Stored records
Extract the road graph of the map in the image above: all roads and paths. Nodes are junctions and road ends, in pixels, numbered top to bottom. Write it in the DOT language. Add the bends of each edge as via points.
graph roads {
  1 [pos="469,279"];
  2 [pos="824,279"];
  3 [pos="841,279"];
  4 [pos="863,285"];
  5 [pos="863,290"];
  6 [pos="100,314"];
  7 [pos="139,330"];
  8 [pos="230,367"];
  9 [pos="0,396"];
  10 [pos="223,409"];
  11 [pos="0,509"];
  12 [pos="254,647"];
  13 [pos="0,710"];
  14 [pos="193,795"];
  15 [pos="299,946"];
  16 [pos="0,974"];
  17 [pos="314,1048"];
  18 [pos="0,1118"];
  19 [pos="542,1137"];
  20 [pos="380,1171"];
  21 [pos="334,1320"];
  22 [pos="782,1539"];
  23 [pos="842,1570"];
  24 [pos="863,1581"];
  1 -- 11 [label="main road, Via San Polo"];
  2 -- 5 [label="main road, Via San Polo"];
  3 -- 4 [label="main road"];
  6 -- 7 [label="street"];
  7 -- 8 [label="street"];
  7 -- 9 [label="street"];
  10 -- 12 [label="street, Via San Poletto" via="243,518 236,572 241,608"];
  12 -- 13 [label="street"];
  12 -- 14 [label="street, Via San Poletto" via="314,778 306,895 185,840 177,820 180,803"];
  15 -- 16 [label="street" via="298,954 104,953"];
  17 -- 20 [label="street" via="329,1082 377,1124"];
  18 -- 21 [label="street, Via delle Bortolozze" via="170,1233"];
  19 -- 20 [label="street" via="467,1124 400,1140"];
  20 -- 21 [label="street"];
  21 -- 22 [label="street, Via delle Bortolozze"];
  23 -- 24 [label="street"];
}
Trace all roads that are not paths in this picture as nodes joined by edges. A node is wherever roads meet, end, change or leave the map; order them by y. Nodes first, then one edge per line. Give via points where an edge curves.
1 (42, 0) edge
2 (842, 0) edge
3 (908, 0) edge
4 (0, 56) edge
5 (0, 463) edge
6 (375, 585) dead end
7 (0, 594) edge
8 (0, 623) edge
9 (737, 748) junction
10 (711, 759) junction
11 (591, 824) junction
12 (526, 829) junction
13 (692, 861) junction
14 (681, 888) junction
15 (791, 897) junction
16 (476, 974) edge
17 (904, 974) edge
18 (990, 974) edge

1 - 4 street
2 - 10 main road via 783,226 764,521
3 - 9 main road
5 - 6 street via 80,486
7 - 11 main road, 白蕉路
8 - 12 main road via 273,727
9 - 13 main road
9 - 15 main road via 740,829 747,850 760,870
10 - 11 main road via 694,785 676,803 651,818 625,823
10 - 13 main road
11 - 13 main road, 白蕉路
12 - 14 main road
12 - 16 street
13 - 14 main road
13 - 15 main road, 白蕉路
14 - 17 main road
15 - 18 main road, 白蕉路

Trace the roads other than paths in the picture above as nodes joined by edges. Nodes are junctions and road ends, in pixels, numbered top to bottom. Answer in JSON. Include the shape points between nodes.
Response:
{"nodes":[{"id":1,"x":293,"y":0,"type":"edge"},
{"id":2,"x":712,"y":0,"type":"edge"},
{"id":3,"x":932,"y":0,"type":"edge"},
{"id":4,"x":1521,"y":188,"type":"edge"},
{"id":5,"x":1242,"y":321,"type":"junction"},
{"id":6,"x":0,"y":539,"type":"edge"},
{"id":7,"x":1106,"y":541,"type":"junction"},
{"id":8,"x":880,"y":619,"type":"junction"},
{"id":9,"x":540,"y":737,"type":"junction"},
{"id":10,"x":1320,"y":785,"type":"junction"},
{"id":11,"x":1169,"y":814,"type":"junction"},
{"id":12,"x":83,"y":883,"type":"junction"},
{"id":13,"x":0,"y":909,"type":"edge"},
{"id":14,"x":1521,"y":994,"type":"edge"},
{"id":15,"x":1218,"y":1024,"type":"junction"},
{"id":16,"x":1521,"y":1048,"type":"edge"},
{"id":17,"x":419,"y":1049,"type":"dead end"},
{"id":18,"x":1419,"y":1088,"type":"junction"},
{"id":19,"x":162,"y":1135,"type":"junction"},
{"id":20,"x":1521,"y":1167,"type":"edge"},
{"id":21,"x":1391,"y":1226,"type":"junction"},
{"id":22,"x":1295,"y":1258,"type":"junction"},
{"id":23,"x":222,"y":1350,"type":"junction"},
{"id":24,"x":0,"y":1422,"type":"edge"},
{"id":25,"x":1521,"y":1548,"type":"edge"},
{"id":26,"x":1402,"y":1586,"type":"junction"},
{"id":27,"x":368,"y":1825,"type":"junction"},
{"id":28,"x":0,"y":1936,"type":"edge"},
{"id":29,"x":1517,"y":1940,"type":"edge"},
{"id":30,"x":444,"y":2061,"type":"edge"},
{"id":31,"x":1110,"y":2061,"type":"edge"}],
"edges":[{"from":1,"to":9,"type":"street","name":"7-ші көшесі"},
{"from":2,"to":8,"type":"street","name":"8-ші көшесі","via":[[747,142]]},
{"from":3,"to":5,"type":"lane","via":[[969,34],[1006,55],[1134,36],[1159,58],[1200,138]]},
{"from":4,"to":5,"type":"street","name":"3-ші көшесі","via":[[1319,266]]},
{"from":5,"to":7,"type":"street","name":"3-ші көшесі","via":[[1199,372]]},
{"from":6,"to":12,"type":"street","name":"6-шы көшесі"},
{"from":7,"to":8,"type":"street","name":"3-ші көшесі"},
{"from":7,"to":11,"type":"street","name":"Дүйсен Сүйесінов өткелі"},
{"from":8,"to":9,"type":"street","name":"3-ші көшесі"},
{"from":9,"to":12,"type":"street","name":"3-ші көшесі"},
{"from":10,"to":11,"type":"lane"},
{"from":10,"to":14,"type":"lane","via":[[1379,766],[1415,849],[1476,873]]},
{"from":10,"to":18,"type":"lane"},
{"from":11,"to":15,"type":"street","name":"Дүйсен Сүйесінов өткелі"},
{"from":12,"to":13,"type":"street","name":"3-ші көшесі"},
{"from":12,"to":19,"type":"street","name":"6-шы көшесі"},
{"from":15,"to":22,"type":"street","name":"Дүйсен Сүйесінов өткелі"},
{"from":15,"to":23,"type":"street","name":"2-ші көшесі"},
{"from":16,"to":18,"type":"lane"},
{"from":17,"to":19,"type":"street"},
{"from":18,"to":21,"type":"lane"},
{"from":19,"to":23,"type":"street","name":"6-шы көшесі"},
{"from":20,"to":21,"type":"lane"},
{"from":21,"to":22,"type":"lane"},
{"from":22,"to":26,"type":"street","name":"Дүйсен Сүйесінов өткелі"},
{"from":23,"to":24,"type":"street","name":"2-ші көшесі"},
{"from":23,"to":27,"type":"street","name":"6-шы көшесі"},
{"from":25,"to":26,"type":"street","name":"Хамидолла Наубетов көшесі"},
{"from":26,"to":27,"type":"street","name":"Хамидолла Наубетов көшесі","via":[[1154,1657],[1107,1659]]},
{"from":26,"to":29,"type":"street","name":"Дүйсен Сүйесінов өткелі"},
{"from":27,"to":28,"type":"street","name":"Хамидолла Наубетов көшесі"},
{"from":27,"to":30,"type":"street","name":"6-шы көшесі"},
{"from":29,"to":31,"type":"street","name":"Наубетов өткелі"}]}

■ Your task
The full set of entries above needs to be restated word for word.

■ Result of this task
Extract the road graph of the map in the image above: all roads and paths. Nodes are junctions and road ends, in pixels, numbered top to bottom. Write it in the DOT language. Add the bends of each edge as via points.
graph roads {
  1 [pos="469,279"];
  2 [pos="824,279"];
  3 [pos="841,279"];
  4 [pos="863,285"];
  5 [pos="863,290"];
  6 [pos="100,314"];
  7 [pos="139,330"];
  8 [pos="230,367"];
  9 [pos="0,396"];
  10 [pos="223,409"];
  11 [pos="0,509"];
  12 [pos="254,647"];
  13 [pos="0,710"];
  14 [pos="193,795"];
  15 [pos="299,946"];
  16 [pos="0,974"];
  17 [pos="314,1048"];
  18 [pos="0,1118"];
  19 [pos="542,1137"];
  20 [pos="380,1171"];
  21 [pos="334,1320"];
  22 [pos="782,1539"];
  23 [pos="842,1570"];
  24 [pos="863,1581"];
  1 -- 11 [label="main road, Via San Polo"];
  2 -- 5 [label="main road, Via San Polo"];
  3 -- 4 [label="main road"];
  6 -- 7 [label="street"];
  7 -- 8 [label="street"];
  7 -- 9 [label="street"];
  10 -- 12 [label="street, Via San Poletto" via="243,518 236,572 241,608"];
  12 -- 13 [label="street"];
  12 -- 14 [label="street, Via San Poletto" via="314,778 306,895 185,840 177,820 180,803"];
  15 -- 16 [label="street" via="298,954 104,953"];
  17 -- 20 [label="street" via="329,1082 377,1124"];
  18 -- 21 [label="street, Via delle Bortolozze" via="170,1233"];
  19 -- 20 [label="street" via="467,1124 400,1140"];
  20 -- 21 [label="street"];
  21 -- 22 [label="street, Via delle Bortolozze"];
  23 -- 24 [label="street"];
}
Trace all roads that are not paths in this picture as nodes joined by edges. A node is wherever roads meet, end, change or leave the map; order them by y. Nodes first, then one edge per line. Give via points where an edge curves.
1 (42, 0) edge
2 (842, 0) edge
3 (908, 0) edge
4 (0, 56) edge
5 (0, 463) edge
6 (375, 585) dead end
7 (0, 594) edge
8 (0, 623) edge
9 (737, 748) junction
10 (711, 759) junction
11 (591, 824) junction
12 (526, 829) junction
13 (692, 861) junction
14 (681, 888) junction
15 (791, 897) junction
16 (476, 974) edge
17 (904, 974) edge
18 (990, 974) edge

1 - 4 street
2 - 10 main road via 783,226 764,521
3 - 9 main road
5 - 6 street via 80,486
7 - 11 main road, 白蕉路
8 - 12 main road via 273,727
9 - 13 main road
9 - 15 main road via 740,829 747,850 760,870
10 - 11 main road via 694,785 676,803 651,818 625,823
10 - 13 main road
11 - 13 main road, 白蕉路
12 - 14 main road
12 - 16 street
13 - 14 main road
13 - 15 main road, 白蕉路
14 - 17 main road
15 - 18 main road, 白蕉路

Trace the roads other than paths in the picture above as nodes joined by edges. Nodes are junctions and road ends, in pixels, numbered top to bottom. Answer in JSON. Include the shape points between nodes.
Response:
{"nodes":[{"id":1,"x":293,"y":0,"type":"edge"},
{"id":2,"x":712,"y":0,"type":"edge"},
{"id":3,"x":932,"y":0,"type":"edge"},
{"id":4,"x":1521,"y":188,"type":"edge"},
{"id":5,"x":1242,"y":321,"type":"junction"},
{"id":6,"x":0,"y":539,"type":"edge"},
{"id":7,"x":1106,"y":541,"type":"junction"},
{"id":8,"x":880,"y":619,"type":"junction"},
{"id":9,"x":540,"y":737,"type":"junction"},
{"id":10,"x":1320,"y":785,"type":"junction"},
{"id":11,"x":1169,"y":814,"type":"junction"},
{"id":12,"x":83,"y":883,"type":"junction"},
{"id":13,"x":0,"y":909,"type":"edge"},
{"id":14,"x":1521,"y":994,"type":"edge"},
{"id":15,"x":1218,"y":1024,"type":"junction"},
{"id":16,"x":1521,"y":1048,"type":"edge"},
{"id":17,"x":419,"y":1049,"type":"dead end"},
{"id":18,"x":1419,"y":1088,"type":"junction"},
{"id":19,"x":162,"y":1135,"type":"junction"},
{"id":20,"x":1521,"y":1167,"type":"edge"},
{"id":21,"x":1391,"y":1226,"type":"junction"},
{"id":22,"x":1295,"y":1258,"type":"junction"},
{"id":23,"x":222,"y":1350,"type":"junction"},
{"id":24,"x":0,"y":1422,"type":"edge"},
{"id":25,"x":1521,"y":1548,"type":"edge"},
{"id":26,"x":1402,"y":1586,"type":"junction"},
{"id":27,"x":368,"y":1825,"type":"junction"},
{"id":28,"x":0,"y":1936,"type":"edge"},
{"id":29,"x":1517,"y":1940,"type":"edge"},
{"id":30,"x":444,"y":2061,"type":"edge"},
{"id":31,"x":1110,"y":2061,"type":"edge"}],
"edges":[{"from":1,"to":9,"type":"street","name":"7-ші көшесі"},
{"from":2,"to":8,"type":"street","name":"8-ші көшесі","via":[[747,142]]},
{"from":3,"to":5,"type":"lane","via":[[969,34],[1006,55],[1134,36],[1159,58],[1200,138]]},
{"from":4,"to":5,"type":"street","name":"3-ші көшесі","via":[[1319,266]]},
{"from":5,"to":7,"type":"street","name":"3-ші көшесі","via":[[1199,372]]},
{"from":6,"to":12,"type":"street","name":"6-шы көшесі"},
{"from":7,"to":8,"type":"street","name":"3-ші көшесі"},
{"from":7,"to":11,"type":"street","name":"Дүйсен Сүйесінов өткелі"},
{"from":8,"to":9,"type":"street","name":"3-ші көшесі"},
{"from":9,"to":12,"type":"street","name":"3-ші көшесі"},
{"from":10,"to":11,"type":"lane"},
{"from":10,"to":14,"type":"lane","via":[[1379,766],[1415,849],[1476,873]]},
{"from":10,"to":18,"type":"lane"},
{"from":11,"to":15,"type":"street","name":"Дүйсен Сүйесінов өткелі"},
{"from":12,"to":13,"type":"street","name":"3-ші көшесі"},
{"from":12,"to":19,"type":"street","name":"6-шы көшесі"},
{"from":15,"to":22,"type":"street","name":"Дүйсен Сүйесінов өткелі"},
{"from":15,"to":23,"type":"street","name":"2-ші көшесі"},
{"from":16,"to":18,"type":"lane"},
{"from":17,"to":19,"type":"street"},
{"from":18,"to":21,"type":"lane"},
{"from":19,"to":23,"type":"street","name":"6-шы көшесі"},
{"from":20,"to":21,"type":"lane"},
{"from":21,"to":22,"type":"lane"},
{"from":22,"to":26,"type":"street","name":"Дүйсен Сүйесінов өткелі"},
{"from":23,"to":24,"type":"street","name":"2-ші көшесі"},
{"from":23,"to":27,"type":"street","name":"6-шы көшесі"},
{"from":25,"to":26,"type":"street","name":"Хамидолла Наубетов көшесі"},
{"from":26,"to":27,"type":"street","name":"Хамидолла Наубетов көшесі","via":[[1154,1657],[1107,1659]]},
{"from":26,"to":29,"type":"street","name":"Дүйсен Сүйесінов өткелі"},
{"from":27,"to":28,"type":"street","name":"Хамидолла Наубетов көшесі"},
{"from":27,"to":30,"type":"street","name":"6-шы көшесі"},
{"from":29,"to":31,"type":"street","name":"Наубетов өткелі"}]}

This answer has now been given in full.